Subject area	Physical geography
More specific subject area	Microclimatology
Type of data	Graphs
How data was acquired	DT-171 data loggers (Elma Instruments) with temperature and relative humidity sensors were used in the field to collect data.
Data format	Raw
Experimental factors	Data loggers were attached to the wooden posts at 0.5 m height from the surface, placed to the north side of the posts to avoid direct sunlight.
Experimental features	Measurements were conducted during the vegetation periods 2013–2015 and 2017. Continuous recordings were performed every 30 min providing 48 measurements of air temperature, relative humidity and dew point per day.
Data source location	Vologda Region, Russia, 59°56′37″N 41°17′10″E
Data accessibility	Raw data is archived in Mendeley Datahttps://doi.org/10.17632/bpnd9978v6.1https://data.mendeley.com/datasets/bpnd9978v6/draft?a=526d6b54-d763-43ff-97a5-c4aa5c1e91f6
Related research article	D.A. Philippov, Specific features of structural organization of hydrobiocenoses in different-type of mire water bodies and water courses, Transactions of Papanin Institute for Biology of Inland Waters Russian Academy of Sciences, 79, 2017, 251–277 (in Russian) [1].

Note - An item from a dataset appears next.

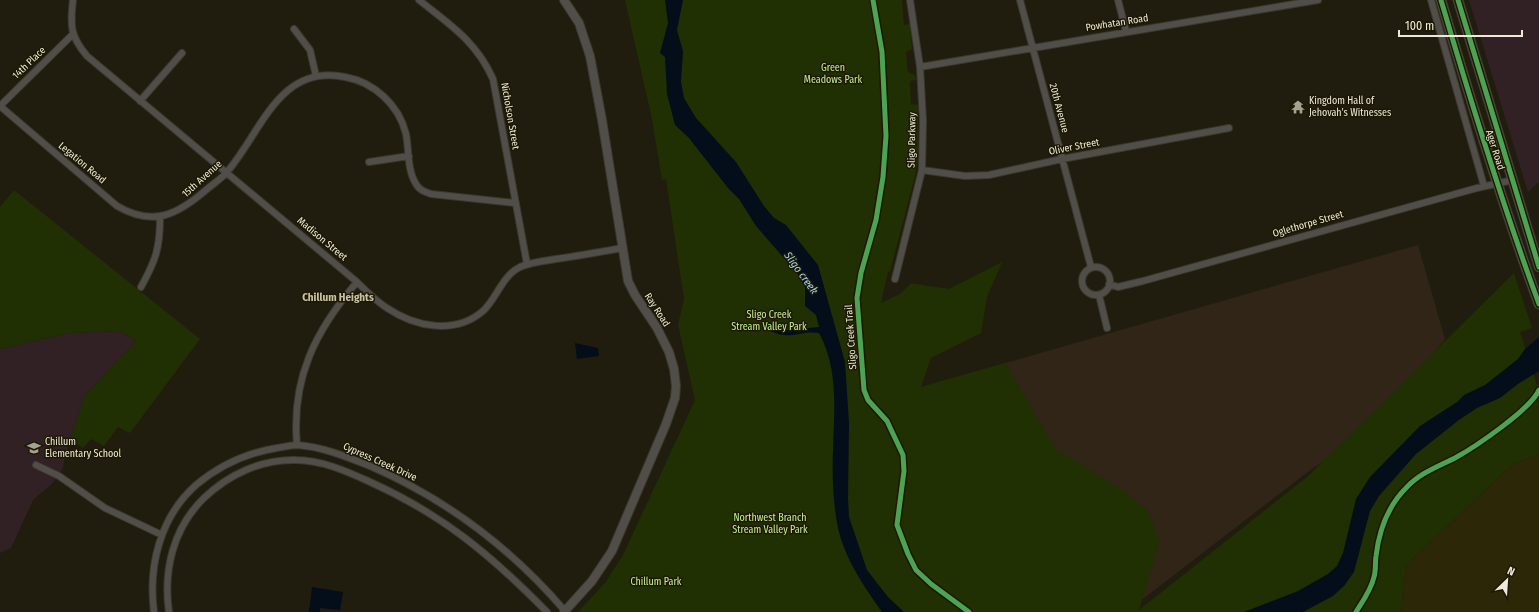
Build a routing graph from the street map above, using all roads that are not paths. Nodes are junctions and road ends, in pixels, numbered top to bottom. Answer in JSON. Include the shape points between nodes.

Value of the data• The data is useful for investigating abiotic factors in wetland ecosystems. • The data is of particular value to the mire ecologists as it shows differences in microclimate parameters within a mire system. • These data can be useful for further studies of abiotic heterogeneity and edge effects in mire ecosystems. • The data can be beneficial for the research of associations between biotic components and local environmental factors (microclimate conditions) in mire ecosystems.